Анна дочитала последнюю строчку и медленно, очень медленно, опустила листы на стол. Она сидела неподвижно, и внутри у неё бушевало что-то странное и могучее. Это было не просто сопереживание, не просто интерес, как с Георгием или Ларисой. Это было узнавание. Почти что отражение в зеркале, отстоящем на сто с лишним лет.
Она чувствовала каждую строчку этого письма на своей шкуре. Этот железный каркас приличий, этот «египетский плен» ожиданий и правил. Это желание бунтовать, не имея сил или возможности для большого, открытого бунта. И этот гениальный, изощрённый выход — бунт на языке еды. Тайный, личный, но оттого не менее мощный акт самоутверждения.
Вера Петровна не ломала систему. Она её подрывала изнутри, одинокими актами чревоугодия. Она отвоевывала своё тело, свой вкус, своё право на удовольствие у мира, который хотел сделать её удобной, послушной, постной.
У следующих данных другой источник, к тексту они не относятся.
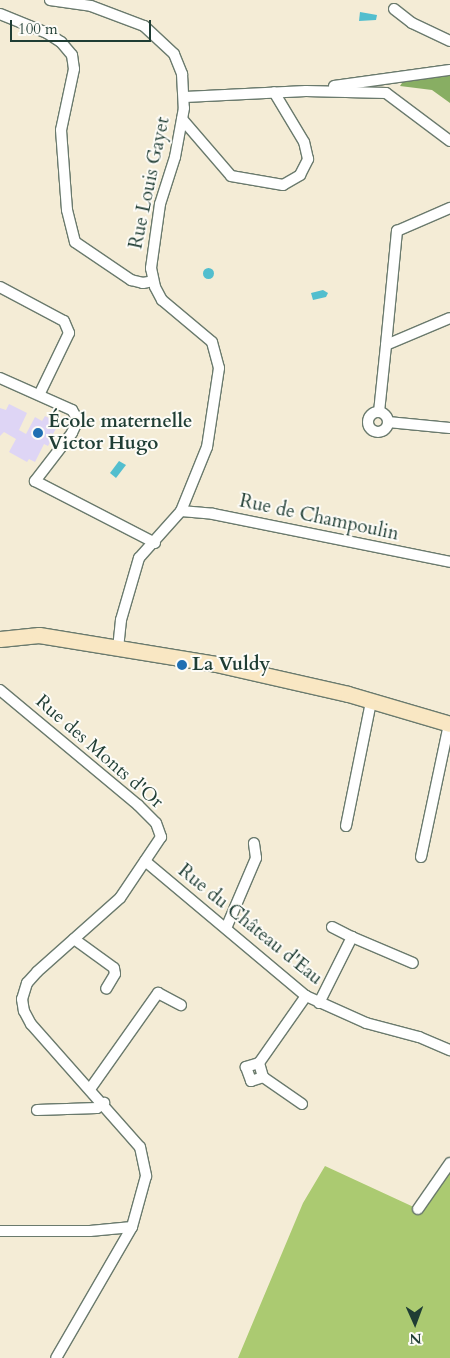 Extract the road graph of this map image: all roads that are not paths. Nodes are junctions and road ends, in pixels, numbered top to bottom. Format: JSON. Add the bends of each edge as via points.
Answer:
{"nodes":[{"id":1,"x":50,"y":0,"type":"edge"},
{"id":2,"x":394,"y":9,"type":"dead end"},
{"id":3,"x":0,"y":14,"type":"edge"},
{"id":4,"x":450,"y":41,"type":"edge"},
{"id":5,"x":450,"y":70,"type":"edge"},
{"id":6,"x":306,"y":91,"type":"junction"},
{"id":7,"x":274,"y":92,"type":"junction"},
{"id":8,"x":185,"y":97,"type":"junction"},
{"id":9,"x":182,"y":119,"type":"junction"},
{"id":10,"x":450,"y":141,"type":"edge"},
{"id":11,"x":450,"y":208,"type":"edge"},
{"id":12,"x":153,"y":281,"type":"junction"},
{"id":13,"x":0,"y":287,"type":"edge"},
{"id":14,"x":450,"y":318,"type":"edge"},
{"id":15,"x":386,"y":345,"type":"junction"},
{"id":16,"x":0,"y":378,"type":"edge"},
{"id":17,"x":40,"y":393,"type":"junction"},
{"id":18,"x":379,"y":412,"type":"junction"},
{"id":19,"x":388,"y":422,"type":"junction"},
{"id":20,"x":450,"y":428,"type":"edge"},
{"id":21,"x":181,"y":511,"type":"junction"},
{"id":22,"x":155,"y":544,"type":"junction"},
{"id":23,"x":450,"y":562,"type":"edge"},
{"id":24,"x":0,"y":639,"type":"edge"},
{"id":25,"x":118,"y":650,"type":"junction"},
{"id":26,"x":0,"y":690,"type":"edge"},
{"id":27,"x":371,"y":702,"type":"junction"},
{"id":28,"x":449,"y":724,"type":"edge"},
{"id":29,"x":346,"y":826,"type":"dead end"},
{"id":30,"x":254,"y":843,"type":"dead end"},
{"id":31,"x":421,"y":857,"type":"dead end"},
{"id":32,"x":145,"y":861,"type":"junction"},
{"id":33,"x":226,"y":926,"type":"junction"},
{"id":34,"x":332,"y":927,"type":"dead end"},
{"id":35,"x":352,"y":937,"type":"junction"},
{"id":36,"x":74,"y":939,"type":"junction"},
{"id":37,"x":413,"y":963,"type":"dead end"},
{"id":38,"x":106,"y":988,"type":"dead end"},
{"id":39,"x":306,"y":996,"type":"junction"},
{"id":40,"x":320,"y":1003,"type":"junction"},
{"id":41,"x":181,"y":1005,"type":"dead end"},
{"id":42,"x":450,"y":1050,"type":"edge"},
{"id":43,"x":90,"y":1089,"type":"junction"},
{"id":44,"x":104,"y":1104,"type":"junction"},
{"id":45,"x":302,"y":1104,"type":"dead end"},
{"id":46,"x":37,"y":1110,"type":"dead end"},
{"id":47,"x":450,"y":1164,"type":"edge"},
{"id":48,"x":418,"y":1209,"type":"dead end"},
{"id":49,"x":132,"y":1227,"type":"junction"},
{"id":50,"x":0,"y":1231,"type":"edge"},
{"id":51,"x":56,"y":1358,"type":"edge"}],
"edges":[{"from":1,"to":8,"type":"street","name":"Rue Louis Gayet","via":[[91,6],[138,23],[155,34],[174,54],[182,74]]},
{"from":2,"to":4,"type":"street","via":[[412,23]]},
{"from":3,"to":12,"type":"street","via":[[47,32],[72,56],[74,70],[61,130],[63,184],[75,242],[131,280],[143,284]]},
{"from":5,"to":6,"type":"street"},
{"from":6,"to":7,"type":"street"},
{"from":6,"to":10,"type":"street","via":[[386,93]]},
{"from":7,"to":8,"type":"street"},
{"from":7,"to":9,"type":"street","via":[[304,142],[308,159],[300,175],[283,185],[231,176]]},
{"from":8,"to":9,"type":"street","name":"Rue Louis Gayet"},
{"from":9,"to":12,"type":"street","name":"Rue Louis Gayet","via":[[158,212],[151,257]]},
{"from":11,"to":15,"type":"street","via":[[397,231]]},
{"from":12,"to":21,"type":"street","name":"Rue Louis Gayet","via":[[169,307],[198,327],[212,342],[219,368],[207,447]]},
{"from":13,"to":17,"type":"street","via":[[64,321],[67,327],[69,334]]},
{"from":14,"to":15,"type":"street"},
{"from":15,"to":18,"type":"street"},
{"from":16,"to":17,"type":"street"},
{"from":17,"to":22,"type":"street","via":[[72,410],[78,420],[72,433],[35,481]]},
{"from":18,"to":19,"type":"street"},
{"from":18,"to":19,"type":"street","via":[[368,419],[370,429],[380,432]]},
{"from":19,"to":20,"type":"street"},
{"from":21,"to":22,"type":"street","name":"Rue Louis Gayet"},
{"from":21,"to":23,"type":"street","name":"Rue de Champoulin","via":[[213,514]]},
{"from":22,"to":25,"type":"street","name":"Rue Louis Gayet","via":[[140,558],[132,578]]},
{"from":24,"to":25,"type":"main road","via":[[39,635]]},
{"from":25,"to":27,"type":"main road","via":[[216,664]]},
{"from":26,"to":32,"type":"street","name":"Rue des Monts d'Or","via":[[156,823],[161,837]]},
{"from":27,"to":28,"type":"main road"},
{"from":27,"to":29,"type":"street"},
{"from":28,"to":31,"type":"street"},
{"from":30,"to":33,"type":"street","via":[[256,858]]},
{"from":32,"to":33,"type":"street","name":"Rue du Château d'Eau"},
{"from":32,"to":36,"type":"street","name":"Rue des Monts d'Or","via":[[120,898]]},
{"from":33,"to":39,"type":"street","name":"Rue du Château d'Eau"},
{"from":34,"to":35,"type":"street"},
{"from":35,"to":37,"type":"street"},
{"from":35,"to":40,"type":"street"},
{"from":36,"to":38,"type":"street","via":[[114,968],[115,974]]},
{"from":36,"to":43,"type":"street","name":"Rue des Monts d'Or","via":[[36,972],[27,983],[22,999],[31,1024]]},
{"from":39,"to":40,"type":"street","name":"Rue du Château d'Eau"},
{"from":39,"to":45,"type":"street","via":[[259,1063],[264,1077]]},
{"from":40,"to":42,"type":"street","name":"Rue du Château d'Eau","via":[[366,1023],[419,1037]]},
{"from":41,"to":43,"type":"street","via":[[158,992]]},
{"from":43,"to":44,"type":"street","name":"Rue des Monts d'Or"},
{"from":44,"to":46,"type":"street","via":[[97,1108]]},
{"from":44,"to":49,"type":"street","name":"Rue des Monts d'Or","via":[[140,1147],[146,1176]]},
{"from":47,"to":48,"type":"street"},
{"from":49,"to":50,"type":"street","via":[[90,1231]]},
{"from":49,"to":51,"type":"street","name":"Rue des Monts d'Or"}]}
Анна взглянула на свои руки. Руки, которые шили, реставрировали, подчинялись строгой дисциплине ремесла. Руки, которые последние годы отказывались от лишнего куска хлеба, от десерта, от лишнего глотка вина — во имя контроля. Во имя того, чтобы не распуститься, не потерять форму, не позволить телу диктовать свои условия. Её аскетизм был добровольным, но разве от этого он не был такой же клеткой? Клеткой из собственных страхов и установок?
Она вскочила со стула. Не могла усидеть. Энергия Веры Петровны, её язвительный, голодный дух, будто перелился в неё по этим чернильным строчкам. Анне вдруг страстно, до боли в скулах, захотелось… изобилия. Не шоколадного блина, который был скорее жестом, экспериментом. А именно изобилия. Роскоши. Расточительности. Пира.
Она посмотрела на часы. Первая половина дня. Она отменила все планы (а их, по правде, не было), выключила телефон. Надела пальто, взяла сумку — не маленькую элегантную сумочку, а вместительную холщовую сумку-шопер. И вышла на улицу.
Она знала, куда идти. Не в супермаркет с его стерильными полками. На рынок. На один из последних больших крытых рынков в центре, где ещё пахло жизнью, специями, сыростью от льда и настоящей, не упакованной в вакуум едой.
Дорогой она строила планы. Нет, не планы — фантазии. Икра. Обязательно икра. Разная. Сметана, густая, как холм. Масло, настоящее, пахнущее травой. Мёд в сотах. Возможно, рыба? Нет, не рыба. Сегодня — день блинов. День углеводной, масляной, икорной мощи.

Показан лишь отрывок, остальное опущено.